A further reason for not including them is the fact that similar metrics can be used to achieve very different KPIs. For example, one organization used the metric 'Percentage of Incidents resolved by the Service Desk' to evaluate the performance of the Service Desk. This worked effectively for about two years, after which the IT manager began to realize that this KPI was being used to prevent effective Problem Management, i.e. if, after two years, 80% of all incidents are easy enough to be resolved in 10 minutes on the first call, why have we not come up with a solution for them? In effect, the KPI now became a measure for how ineffective the Problem Management teams were.

5.1.2.11 Interfaces To Other Service Lifecycle Practices

Operational Monitoring and Continual Service Improvement
This section has focused on Operational Monitoring and Reporting, but monitoring also forms the starting point for Continual Service Improvement. This is covered in the Continual Service Improvement publication, but key differences are outlined here. Quality is the key objective of monitoring for Continual Service Improvement (CSI). Monitoring will therefore focus on the effectiveness of a service, process, tool, organization or CI. The emphasis is not on assuring realtime service performance; rather it is on identifying where improvements can be made to the existing level of service, or IT performance.

Monitoring for CSI will therefore tend to focus on detecting exceptions and resolutions. For example, CSI is not as interested in whether an incident was resolved, but whether it was resolved within the agreed time and whether future incidents can be prevented.

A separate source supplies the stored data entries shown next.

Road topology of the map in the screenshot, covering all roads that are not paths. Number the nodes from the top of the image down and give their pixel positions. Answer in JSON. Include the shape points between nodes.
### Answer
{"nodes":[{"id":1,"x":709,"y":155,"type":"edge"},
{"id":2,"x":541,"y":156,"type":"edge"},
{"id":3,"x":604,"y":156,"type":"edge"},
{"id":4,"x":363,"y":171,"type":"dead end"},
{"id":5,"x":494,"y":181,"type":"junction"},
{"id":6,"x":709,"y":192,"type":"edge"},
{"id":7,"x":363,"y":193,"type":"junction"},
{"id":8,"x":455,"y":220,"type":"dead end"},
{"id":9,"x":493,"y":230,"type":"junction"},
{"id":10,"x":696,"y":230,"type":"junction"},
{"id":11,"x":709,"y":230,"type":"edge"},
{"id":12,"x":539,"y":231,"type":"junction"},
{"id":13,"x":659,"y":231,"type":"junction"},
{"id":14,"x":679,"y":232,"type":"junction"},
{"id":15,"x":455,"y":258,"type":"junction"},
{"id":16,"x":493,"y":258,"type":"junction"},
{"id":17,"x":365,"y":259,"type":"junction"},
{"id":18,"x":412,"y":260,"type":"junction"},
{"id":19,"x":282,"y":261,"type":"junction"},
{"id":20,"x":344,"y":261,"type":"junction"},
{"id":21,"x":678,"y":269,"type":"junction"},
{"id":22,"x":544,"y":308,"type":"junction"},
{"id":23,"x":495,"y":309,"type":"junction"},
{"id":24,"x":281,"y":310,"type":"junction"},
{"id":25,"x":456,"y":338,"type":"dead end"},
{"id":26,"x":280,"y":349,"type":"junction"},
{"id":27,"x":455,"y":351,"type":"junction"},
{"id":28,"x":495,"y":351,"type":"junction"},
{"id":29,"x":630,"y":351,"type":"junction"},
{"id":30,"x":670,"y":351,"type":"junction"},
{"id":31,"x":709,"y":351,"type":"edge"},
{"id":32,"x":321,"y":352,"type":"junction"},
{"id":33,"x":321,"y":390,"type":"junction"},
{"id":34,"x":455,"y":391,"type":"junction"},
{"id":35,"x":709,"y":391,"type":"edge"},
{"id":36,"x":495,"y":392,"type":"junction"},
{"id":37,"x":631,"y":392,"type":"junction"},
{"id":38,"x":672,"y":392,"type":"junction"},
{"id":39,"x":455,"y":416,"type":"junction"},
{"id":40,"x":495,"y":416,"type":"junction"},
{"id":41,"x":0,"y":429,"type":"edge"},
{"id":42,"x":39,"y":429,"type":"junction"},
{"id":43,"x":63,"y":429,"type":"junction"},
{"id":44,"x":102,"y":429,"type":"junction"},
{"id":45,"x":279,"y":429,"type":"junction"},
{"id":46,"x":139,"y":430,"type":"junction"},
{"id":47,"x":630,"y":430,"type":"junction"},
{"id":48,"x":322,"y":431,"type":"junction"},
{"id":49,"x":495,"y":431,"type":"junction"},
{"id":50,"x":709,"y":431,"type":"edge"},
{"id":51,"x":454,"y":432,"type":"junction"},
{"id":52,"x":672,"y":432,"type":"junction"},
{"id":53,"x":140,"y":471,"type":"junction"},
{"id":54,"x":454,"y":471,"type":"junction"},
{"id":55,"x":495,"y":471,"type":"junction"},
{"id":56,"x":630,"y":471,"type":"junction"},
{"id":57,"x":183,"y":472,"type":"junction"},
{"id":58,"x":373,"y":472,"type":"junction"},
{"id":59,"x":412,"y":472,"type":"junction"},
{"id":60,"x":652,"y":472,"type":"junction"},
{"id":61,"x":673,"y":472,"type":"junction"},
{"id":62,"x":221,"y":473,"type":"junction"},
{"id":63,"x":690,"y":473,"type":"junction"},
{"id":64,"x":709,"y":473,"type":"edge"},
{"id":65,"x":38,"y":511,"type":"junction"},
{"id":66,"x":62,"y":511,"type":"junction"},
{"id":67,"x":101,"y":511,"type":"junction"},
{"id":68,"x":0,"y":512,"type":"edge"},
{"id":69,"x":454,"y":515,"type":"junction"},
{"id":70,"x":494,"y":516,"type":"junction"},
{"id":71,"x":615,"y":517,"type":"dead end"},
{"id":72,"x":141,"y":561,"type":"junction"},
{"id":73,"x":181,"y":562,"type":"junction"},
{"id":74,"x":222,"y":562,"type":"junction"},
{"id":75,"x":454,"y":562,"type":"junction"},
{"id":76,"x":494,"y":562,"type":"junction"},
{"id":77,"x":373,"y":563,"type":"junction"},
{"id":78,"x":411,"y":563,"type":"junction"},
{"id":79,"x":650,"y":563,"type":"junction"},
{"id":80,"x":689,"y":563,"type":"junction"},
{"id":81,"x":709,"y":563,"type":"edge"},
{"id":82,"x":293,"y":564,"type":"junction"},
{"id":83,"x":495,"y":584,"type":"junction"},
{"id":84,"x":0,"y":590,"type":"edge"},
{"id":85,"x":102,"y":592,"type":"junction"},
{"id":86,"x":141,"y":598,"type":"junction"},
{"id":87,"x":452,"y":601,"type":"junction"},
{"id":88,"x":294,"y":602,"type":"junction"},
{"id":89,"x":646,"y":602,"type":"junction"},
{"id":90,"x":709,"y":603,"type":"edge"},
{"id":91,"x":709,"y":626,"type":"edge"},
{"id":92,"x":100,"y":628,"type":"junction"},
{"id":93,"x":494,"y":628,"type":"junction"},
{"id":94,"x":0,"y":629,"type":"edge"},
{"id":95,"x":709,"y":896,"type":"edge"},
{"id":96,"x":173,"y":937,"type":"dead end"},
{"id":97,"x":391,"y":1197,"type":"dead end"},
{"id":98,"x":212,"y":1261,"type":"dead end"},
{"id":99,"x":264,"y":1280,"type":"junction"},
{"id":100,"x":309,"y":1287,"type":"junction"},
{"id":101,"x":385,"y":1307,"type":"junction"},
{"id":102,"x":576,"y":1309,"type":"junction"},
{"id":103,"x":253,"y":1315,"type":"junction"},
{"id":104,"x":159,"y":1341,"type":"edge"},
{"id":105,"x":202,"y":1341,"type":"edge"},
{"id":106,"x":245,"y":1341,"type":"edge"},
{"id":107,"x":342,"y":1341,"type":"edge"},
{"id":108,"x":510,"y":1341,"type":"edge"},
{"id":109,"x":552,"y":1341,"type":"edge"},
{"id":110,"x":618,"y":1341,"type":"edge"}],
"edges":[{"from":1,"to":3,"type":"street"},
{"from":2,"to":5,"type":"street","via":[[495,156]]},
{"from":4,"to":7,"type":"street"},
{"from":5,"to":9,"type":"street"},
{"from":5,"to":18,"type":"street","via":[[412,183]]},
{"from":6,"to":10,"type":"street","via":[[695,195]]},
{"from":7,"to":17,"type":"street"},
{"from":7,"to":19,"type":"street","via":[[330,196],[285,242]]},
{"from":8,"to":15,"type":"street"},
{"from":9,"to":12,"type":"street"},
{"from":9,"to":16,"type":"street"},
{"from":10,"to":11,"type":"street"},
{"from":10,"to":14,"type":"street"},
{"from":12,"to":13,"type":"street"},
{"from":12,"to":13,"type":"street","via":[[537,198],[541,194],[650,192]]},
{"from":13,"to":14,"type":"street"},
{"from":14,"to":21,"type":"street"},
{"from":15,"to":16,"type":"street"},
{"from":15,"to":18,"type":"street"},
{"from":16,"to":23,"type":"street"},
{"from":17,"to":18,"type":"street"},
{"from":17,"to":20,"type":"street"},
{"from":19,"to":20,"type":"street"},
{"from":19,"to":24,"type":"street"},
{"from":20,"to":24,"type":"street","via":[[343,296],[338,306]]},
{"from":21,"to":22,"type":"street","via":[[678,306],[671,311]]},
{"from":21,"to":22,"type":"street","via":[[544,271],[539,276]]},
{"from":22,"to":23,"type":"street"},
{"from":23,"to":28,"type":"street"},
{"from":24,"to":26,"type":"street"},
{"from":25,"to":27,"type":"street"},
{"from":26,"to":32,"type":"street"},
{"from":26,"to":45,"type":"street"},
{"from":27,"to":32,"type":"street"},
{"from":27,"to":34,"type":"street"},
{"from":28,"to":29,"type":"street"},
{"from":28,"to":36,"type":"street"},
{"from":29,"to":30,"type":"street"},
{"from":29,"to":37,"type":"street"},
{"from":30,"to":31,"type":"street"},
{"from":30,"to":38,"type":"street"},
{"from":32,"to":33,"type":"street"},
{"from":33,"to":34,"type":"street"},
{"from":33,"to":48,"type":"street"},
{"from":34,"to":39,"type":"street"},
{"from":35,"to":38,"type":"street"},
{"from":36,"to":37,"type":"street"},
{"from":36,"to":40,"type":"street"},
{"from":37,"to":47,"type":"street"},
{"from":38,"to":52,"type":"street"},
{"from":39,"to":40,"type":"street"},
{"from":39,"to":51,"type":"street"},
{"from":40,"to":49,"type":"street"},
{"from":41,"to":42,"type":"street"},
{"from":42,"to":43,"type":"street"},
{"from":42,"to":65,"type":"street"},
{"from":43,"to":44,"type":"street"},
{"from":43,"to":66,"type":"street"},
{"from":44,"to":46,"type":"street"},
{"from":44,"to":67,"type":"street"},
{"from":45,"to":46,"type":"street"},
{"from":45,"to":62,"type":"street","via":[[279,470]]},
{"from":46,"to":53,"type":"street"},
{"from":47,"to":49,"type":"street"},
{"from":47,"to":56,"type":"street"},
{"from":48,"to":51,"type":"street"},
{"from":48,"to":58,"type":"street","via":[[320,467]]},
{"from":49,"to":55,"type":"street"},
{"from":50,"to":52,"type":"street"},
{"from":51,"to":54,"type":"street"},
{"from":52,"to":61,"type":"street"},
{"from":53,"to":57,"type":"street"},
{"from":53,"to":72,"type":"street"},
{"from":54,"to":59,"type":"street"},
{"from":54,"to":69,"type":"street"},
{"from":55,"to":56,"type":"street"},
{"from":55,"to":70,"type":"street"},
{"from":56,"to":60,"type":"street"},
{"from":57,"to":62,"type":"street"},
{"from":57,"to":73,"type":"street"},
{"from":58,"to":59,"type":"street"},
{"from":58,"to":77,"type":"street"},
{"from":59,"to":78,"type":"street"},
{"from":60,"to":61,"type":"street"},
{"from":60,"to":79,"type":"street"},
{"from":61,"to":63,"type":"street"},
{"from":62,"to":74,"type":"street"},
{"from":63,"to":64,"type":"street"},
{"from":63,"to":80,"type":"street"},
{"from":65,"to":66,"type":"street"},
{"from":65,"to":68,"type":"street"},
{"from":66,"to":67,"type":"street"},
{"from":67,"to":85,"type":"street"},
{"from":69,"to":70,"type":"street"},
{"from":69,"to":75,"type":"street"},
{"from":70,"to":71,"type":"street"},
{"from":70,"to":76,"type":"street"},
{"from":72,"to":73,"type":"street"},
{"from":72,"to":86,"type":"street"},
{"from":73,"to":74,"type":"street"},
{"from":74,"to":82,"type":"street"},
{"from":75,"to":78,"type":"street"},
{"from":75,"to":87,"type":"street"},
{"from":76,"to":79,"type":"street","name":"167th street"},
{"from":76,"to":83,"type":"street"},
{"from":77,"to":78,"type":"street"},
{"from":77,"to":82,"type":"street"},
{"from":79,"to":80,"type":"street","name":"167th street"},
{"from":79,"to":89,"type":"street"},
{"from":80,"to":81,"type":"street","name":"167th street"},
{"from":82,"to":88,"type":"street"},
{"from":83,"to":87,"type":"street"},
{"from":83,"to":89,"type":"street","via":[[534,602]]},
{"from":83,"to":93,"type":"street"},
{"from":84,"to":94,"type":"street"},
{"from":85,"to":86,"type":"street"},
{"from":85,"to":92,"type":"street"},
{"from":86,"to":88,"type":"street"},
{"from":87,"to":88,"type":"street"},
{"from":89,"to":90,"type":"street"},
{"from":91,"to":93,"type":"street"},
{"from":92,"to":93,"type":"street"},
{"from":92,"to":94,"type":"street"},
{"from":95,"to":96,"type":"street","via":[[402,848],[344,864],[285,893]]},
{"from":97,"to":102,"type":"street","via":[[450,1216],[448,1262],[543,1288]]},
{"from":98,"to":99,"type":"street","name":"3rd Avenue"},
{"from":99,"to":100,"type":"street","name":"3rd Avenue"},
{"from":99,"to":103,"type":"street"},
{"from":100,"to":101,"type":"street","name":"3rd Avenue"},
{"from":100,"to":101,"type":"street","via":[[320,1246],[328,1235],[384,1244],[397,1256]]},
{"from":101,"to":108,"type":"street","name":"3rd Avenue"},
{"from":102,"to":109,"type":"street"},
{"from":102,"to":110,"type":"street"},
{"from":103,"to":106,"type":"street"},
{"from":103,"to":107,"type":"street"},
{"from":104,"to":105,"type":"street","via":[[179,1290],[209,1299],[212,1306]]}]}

CSI is not only interested in exceptions, though. If an SLA is consistently met over time, CSI will also be interested in determining whether that level of performance can be sustained at a lower cost or whether it needs to be upgraded to an even better level of performance. CSI may therefore also need access to regular performance reports.

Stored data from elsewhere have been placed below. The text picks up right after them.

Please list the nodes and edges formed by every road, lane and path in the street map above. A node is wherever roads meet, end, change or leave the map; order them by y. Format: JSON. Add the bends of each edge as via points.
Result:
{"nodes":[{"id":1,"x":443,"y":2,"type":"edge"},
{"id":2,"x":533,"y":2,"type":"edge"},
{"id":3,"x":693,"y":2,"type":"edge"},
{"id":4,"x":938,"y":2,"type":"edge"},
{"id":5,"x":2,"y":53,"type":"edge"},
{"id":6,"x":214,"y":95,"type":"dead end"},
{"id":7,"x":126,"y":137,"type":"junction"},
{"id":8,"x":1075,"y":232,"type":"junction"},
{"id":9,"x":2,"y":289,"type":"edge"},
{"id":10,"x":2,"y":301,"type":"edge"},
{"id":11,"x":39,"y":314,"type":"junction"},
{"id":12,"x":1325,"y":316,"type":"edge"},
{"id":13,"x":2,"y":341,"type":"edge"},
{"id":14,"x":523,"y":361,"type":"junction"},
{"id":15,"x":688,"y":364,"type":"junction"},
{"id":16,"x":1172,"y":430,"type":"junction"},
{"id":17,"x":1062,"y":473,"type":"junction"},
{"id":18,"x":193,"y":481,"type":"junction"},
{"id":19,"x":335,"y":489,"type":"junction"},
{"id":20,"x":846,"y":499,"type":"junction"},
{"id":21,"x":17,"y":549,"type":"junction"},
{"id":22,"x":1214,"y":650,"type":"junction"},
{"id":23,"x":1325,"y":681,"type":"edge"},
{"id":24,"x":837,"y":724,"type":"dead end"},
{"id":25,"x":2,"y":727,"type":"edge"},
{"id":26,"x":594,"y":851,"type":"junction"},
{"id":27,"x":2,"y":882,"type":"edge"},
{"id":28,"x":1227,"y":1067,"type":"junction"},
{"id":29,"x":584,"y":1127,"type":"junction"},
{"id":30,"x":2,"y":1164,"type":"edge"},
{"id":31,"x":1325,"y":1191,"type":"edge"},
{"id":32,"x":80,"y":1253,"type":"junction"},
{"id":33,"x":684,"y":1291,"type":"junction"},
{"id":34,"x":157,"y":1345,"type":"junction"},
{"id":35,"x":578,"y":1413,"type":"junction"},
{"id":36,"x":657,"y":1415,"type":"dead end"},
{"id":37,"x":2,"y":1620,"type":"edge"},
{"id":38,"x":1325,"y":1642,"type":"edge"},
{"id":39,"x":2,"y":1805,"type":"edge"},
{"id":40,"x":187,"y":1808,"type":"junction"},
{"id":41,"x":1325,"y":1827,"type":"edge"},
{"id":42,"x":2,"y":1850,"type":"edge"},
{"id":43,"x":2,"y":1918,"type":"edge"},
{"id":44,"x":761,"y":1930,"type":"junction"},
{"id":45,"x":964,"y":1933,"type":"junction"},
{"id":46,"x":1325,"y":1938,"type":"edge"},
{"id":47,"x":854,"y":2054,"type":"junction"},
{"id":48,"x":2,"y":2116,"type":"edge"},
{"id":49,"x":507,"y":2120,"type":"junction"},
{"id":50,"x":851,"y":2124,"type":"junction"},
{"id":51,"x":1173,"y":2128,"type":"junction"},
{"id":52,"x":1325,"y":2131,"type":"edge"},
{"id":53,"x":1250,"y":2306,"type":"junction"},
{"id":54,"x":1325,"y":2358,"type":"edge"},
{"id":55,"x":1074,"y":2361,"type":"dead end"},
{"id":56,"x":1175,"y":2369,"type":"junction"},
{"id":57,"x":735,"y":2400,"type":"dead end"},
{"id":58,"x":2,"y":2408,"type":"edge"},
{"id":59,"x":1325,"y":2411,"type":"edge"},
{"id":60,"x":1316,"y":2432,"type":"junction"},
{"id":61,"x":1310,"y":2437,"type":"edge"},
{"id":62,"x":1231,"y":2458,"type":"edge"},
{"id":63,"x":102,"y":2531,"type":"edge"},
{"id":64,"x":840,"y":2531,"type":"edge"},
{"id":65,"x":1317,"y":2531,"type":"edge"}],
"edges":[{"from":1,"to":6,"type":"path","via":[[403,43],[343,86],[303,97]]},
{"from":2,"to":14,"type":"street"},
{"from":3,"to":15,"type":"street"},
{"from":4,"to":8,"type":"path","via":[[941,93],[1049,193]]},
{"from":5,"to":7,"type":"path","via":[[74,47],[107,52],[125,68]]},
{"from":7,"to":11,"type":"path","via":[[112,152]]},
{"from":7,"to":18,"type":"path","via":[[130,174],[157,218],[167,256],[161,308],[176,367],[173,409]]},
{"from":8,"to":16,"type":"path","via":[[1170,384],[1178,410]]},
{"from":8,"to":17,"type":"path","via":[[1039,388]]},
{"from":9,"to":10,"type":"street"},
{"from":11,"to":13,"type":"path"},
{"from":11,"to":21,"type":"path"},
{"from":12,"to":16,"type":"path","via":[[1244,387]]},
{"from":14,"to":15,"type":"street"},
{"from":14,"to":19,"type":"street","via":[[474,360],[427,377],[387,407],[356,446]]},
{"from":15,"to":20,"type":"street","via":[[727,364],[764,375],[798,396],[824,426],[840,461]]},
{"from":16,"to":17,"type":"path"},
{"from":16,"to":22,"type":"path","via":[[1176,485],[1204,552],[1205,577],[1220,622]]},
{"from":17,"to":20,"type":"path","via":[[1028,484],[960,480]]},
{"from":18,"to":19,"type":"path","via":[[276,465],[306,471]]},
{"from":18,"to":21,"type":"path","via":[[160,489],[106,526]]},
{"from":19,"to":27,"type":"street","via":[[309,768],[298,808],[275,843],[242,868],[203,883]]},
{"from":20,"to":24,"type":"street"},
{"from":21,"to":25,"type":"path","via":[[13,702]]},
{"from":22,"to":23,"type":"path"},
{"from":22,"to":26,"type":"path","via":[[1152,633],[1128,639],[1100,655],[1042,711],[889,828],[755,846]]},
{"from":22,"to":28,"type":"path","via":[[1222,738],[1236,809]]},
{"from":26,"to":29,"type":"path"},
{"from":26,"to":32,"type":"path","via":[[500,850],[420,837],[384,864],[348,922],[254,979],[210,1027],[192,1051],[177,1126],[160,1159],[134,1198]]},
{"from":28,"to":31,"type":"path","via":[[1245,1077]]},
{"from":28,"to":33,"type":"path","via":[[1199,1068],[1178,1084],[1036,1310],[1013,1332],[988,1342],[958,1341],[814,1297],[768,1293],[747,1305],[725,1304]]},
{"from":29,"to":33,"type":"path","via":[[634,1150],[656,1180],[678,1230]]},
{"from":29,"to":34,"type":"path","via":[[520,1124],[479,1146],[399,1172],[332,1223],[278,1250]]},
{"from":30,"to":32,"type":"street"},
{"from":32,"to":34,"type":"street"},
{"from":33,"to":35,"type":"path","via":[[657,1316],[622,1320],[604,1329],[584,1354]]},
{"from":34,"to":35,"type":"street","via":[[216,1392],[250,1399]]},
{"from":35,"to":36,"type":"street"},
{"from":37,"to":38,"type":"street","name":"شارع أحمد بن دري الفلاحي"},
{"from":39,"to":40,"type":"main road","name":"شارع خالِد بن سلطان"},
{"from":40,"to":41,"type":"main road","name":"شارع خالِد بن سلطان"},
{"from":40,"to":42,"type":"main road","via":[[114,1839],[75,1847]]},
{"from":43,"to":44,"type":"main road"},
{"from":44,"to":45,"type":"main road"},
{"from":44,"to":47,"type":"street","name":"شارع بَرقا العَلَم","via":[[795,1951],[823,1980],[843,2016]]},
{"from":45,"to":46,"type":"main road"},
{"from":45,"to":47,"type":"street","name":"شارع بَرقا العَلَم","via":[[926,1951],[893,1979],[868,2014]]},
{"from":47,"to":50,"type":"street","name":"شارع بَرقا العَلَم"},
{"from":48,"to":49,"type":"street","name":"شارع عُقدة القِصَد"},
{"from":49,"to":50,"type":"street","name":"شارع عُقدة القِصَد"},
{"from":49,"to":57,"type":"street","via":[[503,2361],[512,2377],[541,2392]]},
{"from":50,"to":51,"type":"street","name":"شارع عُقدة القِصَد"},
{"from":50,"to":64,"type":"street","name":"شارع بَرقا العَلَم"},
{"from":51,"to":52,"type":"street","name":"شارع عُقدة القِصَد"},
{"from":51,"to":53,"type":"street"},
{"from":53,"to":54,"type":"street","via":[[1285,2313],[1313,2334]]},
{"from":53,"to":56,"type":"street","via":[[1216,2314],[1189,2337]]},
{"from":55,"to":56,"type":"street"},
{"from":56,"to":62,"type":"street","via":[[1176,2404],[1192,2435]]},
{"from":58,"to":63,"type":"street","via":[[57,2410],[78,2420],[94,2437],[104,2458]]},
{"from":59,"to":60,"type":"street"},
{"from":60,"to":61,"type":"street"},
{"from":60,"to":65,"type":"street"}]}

However, since CSI is unlikely to need, or be able to cope with, the vast quantities of data that are produced by all monitoring activity, they will most likely focus on a specific subset of monitoring at any given time. This could be determined by input from the business or improvements to technology.

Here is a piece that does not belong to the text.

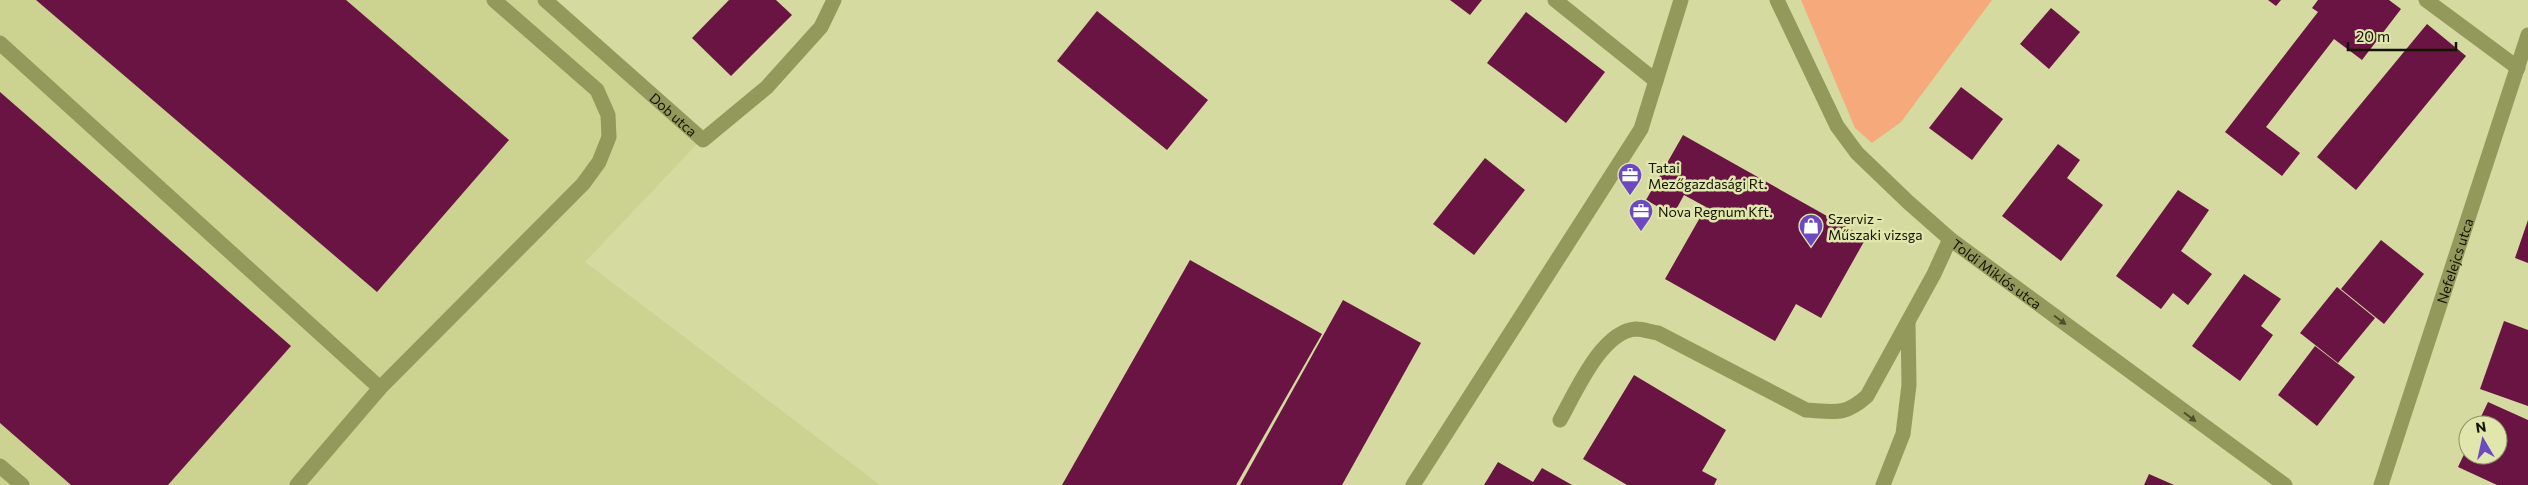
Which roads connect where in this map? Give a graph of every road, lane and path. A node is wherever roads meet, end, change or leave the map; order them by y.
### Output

.This has two main implications:

Monitoring for CSI will change over time. They may be interested in monitoring the e-mail service one quarter and then move on to look at HR systems in the next quarter.
This means that Service Operation and CSI need to build a process which will help them to agree on what areas need to be monitored and for what purpose.

5.2 IT Operations

5.2.1 Console Management/Operations Bridge

These provide a central coordination point for managing various classes of events, detecting incidents, managing routine operational activities and reporting on the status or performance of technology components.

Observation and monitoring of the IT Infrastructure can occur from a centralized console - to which all system events are routed. Historically, this involved the monitoring of the master operations console of one or more mainframes - but these days is more likely to involve monitoring of a server farm(s), storage devices, network components, applications, databases, or any other CIs, including any remaining mainframe(s), from a single location, known as the Operations Bridge.

There are two theories about how the Operations Bridge was so named. One is that it resembles the bridge of a large, automated ship (such as spaceships commonly seen in science fiction movies). The other theory is that the Operations Bridge represents a link between the IT Operations teams and the traditional Help Desk. In some organizations this means that the functions of Operational Control and the Help Desk were merged into the Service Desk, which performed both sets of duties in a single physical location.

Regardless of how it was named, an Operations Bridge will pull together all of the critical observation points within the IT Infrastructure so that they can be monitored and managed from a centralised location with minimal effort. The devices being monitored are likely to be physically dispersed and may be located in centralized computer installations or dispersed within the user community, or both.

The Operations Bridge will combine many activities, which might include Console Management, event handling, firstline network management, Job Scheduling and out-of-hours support (covering for the Service Desk and/or second-line support groups if they do not work 24/7). In some organizations, the Service Desk is part of the Operations Bridge.

The physical location and layout of the Operation's Bridge needs to be carefully designed to give the correct accessibility and visibility of all relevant screens and devices to authorized personnel. However, this will become a very sensitive area where controlled access and tight security will be essential.

Smaller organizations may not have a physical Operations Bridge, but there will certainly still be the need for Console Management, usually combined with other technical roles. For example, a single team of technical staff will manage the network, servers and applications. Part of their role will be to monitor the consoles for those systems - often using virtual consoles so that they can perform the activity from any location. However, it should be noted that these virtual consoles are powerful tools and, if used in insecure locations or over unsecured connections, could represent a significant security threat.

5.2.2 Job Scheduling

IT Operations will perform standard routines, queries or reports delegated to it as part of delivering services; or as part of routine housekeeping delegated by Technical and Application Management teams.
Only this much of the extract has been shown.